> **About this task**
The lines to be set down run from the line containing "Road topology of this" through the final line of the data below; print them exactly and print nothing else.

Saved data entries
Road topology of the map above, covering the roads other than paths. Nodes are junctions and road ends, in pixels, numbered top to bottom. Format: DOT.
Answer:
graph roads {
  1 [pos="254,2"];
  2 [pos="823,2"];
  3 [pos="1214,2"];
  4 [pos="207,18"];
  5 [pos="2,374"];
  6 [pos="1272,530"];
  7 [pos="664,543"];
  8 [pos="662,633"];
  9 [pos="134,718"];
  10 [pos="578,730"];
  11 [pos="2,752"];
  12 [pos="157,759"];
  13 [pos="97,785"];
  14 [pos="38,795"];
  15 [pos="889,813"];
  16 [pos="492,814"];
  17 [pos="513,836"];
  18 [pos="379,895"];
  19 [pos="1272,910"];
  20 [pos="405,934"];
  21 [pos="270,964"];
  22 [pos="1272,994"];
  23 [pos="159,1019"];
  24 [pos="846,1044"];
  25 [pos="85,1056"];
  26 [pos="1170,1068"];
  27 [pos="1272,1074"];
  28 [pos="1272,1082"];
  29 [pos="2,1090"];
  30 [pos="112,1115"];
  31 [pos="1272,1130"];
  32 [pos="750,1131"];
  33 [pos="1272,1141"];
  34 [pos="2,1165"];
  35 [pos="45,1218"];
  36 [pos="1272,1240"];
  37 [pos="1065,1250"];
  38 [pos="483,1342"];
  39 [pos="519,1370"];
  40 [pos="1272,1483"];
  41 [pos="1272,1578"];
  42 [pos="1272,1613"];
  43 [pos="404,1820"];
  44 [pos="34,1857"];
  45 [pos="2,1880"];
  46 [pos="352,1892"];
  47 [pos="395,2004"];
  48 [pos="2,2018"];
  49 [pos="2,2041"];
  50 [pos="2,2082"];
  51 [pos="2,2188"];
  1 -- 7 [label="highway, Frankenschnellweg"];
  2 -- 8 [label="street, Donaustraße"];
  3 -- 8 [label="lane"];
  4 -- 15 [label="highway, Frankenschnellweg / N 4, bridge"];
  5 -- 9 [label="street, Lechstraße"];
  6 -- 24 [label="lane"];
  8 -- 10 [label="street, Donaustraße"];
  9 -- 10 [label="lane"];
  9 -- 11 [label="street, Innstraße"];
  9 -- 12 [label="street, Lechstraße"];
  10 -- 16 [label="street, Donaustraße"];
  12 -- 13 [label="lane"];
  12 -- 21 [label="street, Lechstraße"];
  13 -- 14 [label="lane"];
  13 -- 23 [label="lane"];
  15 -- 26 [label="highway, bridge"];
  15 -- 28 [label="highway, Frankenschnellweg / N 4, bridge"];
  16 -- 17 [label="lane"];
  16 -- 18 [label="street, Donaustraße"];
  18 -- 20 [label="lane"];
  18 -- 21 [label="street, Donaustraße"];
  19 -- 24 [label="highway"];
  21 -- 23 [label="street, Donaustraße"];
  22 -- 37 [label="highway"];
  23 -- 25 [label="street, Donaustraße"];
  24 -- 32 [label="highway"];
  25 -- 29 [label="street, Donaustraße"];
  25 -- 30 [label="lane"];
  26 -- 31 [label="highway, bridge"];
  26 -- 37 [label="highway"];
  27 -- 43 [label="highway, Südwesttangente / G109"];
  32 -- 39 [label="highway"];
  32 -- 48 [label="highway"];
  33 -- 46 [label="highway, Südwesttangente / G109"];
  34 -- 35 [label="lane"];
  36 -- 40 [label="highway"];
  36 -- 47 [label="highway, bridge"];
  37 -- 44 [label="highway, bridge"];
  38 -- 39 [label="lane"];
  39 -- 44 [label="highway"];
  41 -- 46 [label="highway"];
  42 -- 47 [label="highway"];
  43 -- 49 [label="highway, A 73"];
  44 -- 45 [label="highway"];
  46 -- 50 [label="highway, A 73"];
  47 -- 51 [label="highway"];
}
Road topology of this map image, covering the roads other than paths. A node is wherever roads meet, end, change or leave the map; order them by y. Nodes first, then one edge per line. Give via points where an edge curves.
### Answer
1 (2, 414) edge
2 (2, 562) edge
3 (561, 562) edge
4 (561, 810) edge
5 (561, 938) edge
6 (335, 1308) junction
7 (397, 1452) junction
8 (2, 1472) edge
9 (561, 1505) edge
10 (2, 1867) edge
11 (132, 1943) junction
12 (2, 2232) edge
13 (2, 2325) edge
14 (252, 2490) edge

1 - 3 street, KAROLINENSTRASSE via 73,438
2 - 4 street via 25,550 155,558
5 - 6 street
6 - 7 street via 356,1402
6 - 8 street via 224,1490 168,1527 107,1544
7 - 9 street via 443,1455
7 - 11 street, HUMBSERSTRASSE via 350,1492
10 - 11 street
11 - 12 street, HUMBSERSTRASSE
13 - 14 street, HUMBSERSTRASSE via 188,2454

> **Written answer**
Road topology of this map image, covering the roads other than paths. A node is wherever roads meet, end, change or leave the map; order them by y. Nodes first, then one edge per line. Give via points where an edge curves.
### Answer
1 (2, 414) edge
2 (2, 562) edge
3 (561, 562) edge
4 (561, 810) edge
5 (561, 938) edge
6 (335, 1308) junction
7 (397, 1452) junction
8 (2, 1472) edge
9 (561, 1505) edge
10 (2, 1867) edge
11 (132, 1943) junction
12 (2, 2232) edge
13 (2, 2325) edge
14 (252, 2490) edge

1 - 3 street, KAROLINENSTRASSE via 73,438
2 - 4 street via 25,550 155,558
5 - 6 street
6 - 7 street via 356,1402
6 - 8 street via 224,1490 168,1527 107,1544
7 - 9 street via 443,1455
7 - 11 street, HUMBSERSTRASSE via 350,1492
10 - 11 street
11 - 12 street, HUMBSERSTRASSE
13 - 14 street, HUMBSERSTRASSE via 188,2454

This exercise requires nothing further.